START DATA SHOWN

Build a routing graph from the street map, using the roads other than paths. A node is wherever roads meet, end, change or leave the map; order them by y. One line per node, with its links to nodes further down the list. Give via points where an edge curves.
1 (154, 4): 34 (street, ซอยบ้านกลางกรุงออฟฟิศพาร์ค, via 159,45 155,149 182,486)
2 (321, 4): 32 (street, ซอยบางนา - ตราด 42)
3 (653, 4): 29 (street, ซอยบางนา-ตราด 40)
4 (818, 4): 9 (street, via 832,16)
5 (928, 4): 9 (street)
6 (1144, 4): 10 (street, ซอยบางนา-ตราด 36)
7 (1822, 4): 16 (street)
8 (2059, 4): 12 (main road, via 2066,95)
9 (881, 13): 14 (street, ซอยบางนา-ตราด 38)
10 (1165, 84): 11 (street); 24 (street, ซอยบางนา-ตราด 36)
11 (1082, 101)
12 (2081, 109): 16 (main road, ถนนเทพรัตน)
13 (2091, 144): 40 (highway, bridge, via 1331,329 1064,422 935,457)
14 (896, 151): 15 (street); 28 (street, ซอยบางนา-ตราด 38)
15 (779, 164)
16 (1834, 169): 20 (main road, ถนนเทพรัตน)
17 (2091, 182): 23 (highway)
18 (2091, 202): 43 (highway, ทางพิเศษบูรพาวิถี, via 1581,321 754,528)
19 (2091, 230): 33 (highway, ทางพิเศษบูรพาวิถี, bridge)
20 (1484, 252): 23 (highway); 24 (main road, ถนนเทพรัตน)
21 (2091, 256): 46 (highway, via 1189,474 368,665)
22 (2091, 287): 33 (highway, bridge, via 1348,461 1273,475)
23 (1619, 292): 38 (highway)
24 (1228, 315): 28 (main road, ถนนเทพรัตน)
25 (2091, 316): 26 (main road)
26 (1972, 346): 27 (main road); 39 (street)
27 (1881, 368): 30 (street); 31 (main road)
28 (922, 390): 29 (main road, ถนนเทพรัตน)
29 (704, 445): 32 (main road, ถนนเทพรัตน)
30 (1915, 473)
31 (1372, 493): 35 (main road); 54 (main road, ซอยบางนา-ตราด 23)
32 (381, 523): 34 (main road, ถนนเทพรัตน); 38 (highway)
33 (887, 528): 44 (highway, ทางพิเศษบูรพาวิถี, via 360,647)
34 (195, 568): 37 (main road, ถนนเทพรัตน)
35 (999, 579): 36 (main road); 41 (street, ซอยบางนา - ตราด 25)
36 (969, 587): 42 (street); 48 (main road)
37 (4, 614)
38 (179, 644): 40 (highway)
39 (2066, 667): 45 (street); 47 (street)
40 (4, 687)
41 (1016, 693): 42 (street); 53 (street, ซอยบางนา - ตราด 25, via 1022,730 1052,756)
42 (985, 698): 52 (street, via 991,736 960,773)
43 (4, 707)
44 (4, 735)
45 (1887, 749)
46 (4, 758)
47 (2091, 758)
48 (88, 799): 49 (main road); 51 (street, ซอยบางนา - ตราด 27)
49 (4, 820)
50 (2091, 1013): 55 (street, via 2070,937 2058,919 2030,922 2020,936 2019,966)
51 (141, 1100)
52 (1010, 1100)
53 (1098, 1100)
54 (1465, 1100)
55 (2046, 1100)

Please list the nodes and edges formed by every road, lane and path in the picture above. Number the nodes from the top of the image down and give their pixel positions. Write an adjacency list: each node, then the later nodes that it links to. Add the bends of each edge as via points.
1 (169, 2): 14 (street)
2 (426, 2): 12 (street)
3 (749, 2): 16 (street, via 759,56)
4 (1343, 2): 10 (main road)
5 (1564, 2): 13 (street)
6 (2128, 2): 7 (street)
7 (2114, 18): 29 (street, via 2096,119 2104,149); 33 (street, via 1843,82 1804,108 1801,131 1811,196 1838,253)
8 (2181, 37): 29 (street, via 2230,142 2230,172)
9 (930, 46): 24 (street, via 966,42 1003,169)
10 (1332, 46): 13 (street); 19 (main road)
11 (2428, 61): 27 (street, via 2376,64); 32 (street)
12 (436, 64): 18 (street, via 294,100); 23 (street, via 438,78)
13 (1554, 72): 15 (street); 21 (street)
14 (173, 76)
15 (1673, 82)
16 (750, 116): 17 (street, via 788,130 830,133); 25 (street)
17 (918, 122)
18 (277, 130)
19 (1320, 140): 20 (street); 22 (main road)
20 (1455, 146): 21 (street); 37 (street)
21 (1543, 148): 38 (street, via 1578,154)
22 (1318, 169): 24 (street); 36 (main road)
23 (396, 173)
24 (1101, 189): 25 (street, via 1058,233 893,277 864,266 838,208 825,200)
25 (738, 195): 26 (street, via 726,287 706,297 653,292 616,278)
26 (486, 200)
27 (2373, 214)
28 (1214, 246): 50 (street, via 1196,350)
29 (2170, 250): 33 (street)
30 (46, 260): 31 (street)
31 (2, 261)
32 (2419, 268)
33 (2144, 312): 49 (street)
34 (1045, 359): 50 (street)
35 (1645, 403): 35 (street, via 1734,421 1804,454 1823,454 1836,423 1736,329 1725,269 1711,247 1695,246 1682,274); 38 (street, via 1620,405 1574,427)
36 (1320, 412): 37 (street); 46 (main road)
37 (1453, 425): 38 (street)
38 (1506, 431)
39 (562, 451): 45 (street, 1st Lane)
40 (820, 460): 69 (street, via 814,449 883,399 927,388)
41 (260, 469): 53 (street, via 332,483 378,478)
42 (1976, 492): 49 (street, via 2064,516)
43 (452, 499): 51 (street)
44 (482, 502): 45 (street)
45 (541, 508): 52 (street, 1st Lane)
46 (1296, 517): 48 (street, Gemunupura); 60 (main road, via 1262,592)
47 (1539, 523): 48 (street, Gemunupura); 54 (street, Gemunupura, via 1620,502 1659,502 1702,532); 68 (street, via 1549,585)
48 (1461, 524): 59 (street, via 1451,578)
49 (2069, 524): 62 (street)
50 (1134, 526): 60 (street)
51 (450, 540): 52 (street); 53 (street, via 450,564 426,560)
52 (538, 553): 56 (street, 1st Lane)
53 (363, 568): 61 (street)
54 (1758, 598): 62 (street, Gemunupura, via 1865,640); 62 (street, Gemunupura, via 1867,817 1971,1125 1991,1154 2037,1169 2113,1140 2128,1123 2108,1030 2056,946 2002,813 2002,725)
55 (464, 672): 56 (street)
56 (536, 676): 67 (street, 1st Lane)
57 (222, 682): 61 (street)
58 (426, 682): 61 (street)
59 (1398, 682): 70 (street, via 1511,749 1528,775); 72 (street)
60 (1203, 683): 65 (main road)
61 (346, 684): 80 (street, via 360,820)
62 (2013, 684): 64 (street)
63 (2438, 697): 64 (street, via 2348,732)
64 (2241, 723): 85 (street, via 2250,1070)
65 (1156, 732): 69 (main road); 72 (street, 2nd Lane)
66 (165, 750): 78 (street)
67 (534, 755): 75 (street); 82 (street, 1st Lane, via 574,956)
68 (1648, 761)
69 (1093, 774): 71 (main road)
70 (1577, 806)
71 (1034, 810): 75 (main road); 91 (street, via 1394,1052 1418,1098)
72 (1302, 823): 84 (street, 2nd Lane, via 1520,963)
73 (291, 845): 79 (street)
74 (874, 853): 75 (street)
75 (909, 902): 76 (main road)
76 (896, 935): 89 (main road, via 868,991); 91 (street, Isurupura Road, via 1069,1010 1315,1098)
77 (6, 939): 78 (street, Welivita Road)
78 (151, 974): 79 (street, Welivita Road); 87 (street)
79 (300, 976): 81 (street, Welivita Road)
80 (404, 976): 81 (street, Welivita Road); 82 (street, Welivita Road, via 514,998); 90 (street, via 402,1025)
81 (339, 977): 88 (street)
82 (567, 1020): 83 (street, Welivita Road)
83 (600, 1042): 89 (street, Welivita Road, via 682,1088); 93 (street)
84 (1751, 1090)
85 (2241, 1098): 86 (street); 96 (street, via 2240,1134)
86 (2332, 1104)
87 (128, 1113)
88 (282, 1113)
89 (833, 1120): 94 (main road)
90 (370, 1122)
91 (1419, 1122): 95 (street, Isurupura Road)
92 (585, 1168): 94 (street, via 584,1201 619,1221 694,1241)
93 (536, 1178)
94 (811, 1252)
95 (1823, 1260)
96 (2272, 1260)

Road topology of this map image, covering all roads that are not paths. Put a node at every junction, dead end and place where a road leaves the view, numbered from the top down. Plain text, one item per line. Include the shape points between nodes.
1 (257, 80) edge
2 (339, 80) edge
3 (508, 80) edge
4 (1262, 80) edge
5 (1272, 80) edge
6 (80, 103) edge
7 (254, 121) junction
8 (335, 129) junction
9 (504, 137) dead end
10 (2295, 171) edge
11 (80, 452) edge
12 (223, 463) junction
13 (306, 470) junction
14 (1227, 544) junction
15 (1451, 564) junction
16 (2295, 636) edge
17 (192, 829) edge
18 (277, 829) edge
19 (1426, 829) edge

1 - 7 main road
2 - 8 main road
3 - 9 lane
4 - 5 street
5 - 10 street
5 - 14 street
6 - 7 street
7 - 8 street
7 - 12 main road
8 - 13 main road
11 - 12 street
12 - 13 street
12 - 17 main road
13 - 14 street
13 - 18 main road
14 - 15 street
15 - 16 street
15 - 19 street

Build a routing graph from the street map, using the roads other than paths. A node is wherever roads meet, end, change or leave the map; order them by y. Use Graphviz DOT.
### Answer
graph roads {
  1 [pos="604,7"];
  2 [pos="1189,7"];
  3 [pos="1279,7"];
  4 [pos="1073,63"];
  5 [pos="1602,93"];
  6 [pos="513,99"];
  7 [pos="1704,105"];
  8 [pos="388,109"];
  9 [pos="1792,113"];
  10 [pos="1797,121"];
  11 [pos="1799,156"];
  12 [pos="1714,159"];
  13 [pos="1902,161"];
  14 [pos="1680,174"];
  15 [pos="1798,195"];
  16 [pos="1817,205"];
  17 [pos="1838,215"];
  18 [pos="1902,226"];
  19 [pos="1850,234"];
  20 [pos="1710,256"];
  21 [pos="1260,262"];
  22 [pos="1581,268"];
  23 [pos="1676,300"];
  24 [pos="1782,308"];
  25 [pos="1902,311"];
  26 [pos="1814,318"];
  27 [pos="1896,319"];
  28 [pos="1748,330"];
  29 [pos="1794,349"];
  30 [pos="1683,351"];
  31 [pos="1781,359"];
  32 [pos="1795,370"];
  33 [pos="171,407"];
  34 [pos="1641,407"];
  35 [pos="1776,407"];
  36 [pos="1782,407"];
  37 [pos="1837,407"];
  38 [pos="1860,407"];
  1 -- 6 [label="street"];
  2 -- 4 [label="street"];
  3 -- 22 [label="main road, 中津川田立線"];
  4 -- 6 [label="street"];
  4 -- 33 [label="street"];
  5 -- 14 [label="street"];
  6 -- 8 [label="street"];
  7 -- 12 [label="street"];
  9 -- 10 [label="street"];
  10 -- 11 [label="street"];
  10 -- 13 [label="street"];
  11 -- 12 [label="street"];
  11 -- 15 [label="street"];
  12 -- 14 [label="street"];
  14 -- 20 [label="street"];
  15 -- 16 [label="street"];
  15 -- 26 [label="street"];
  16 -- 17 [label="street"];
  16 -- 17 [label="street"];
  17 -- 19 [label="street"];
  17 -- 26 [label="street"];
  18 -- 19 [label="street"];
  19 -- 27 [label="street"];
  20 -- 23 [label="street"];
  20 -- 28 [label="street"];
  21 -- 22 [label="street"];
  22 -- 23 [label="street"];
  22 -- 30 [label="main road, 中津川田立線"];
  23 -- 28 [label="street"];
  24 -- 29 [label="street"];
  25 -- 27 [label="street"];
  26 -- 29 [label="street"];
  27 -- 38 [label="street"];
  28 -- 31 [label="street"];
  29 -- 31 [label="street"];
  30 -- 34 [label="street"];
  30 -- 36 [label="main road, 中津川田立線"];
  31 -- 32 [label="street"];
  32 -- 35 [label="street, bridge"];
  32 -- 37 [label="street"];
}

END DATA SHOWN

## WHAT YOU WILL DO
Report the lines above that have the word "Welivita" in them.

## THE ANSWER
77 (6, 939): 78 (street, Welivita Road)
78 (151, 974): 79 (street, Welivita Road); 87 (street)
79 (300, 976): 81 (street, Welivita Road)
80 (404, 976): 81 (street, Welivita Road); 82 (street, Welivita Road, via 514,998); 90 (street, via 402,1025)
82 (567, 1020): 83 (street, Welivita Road)
83 (600, 1042): 89 (street, Welivita Road, via 682,1088); 93 (street)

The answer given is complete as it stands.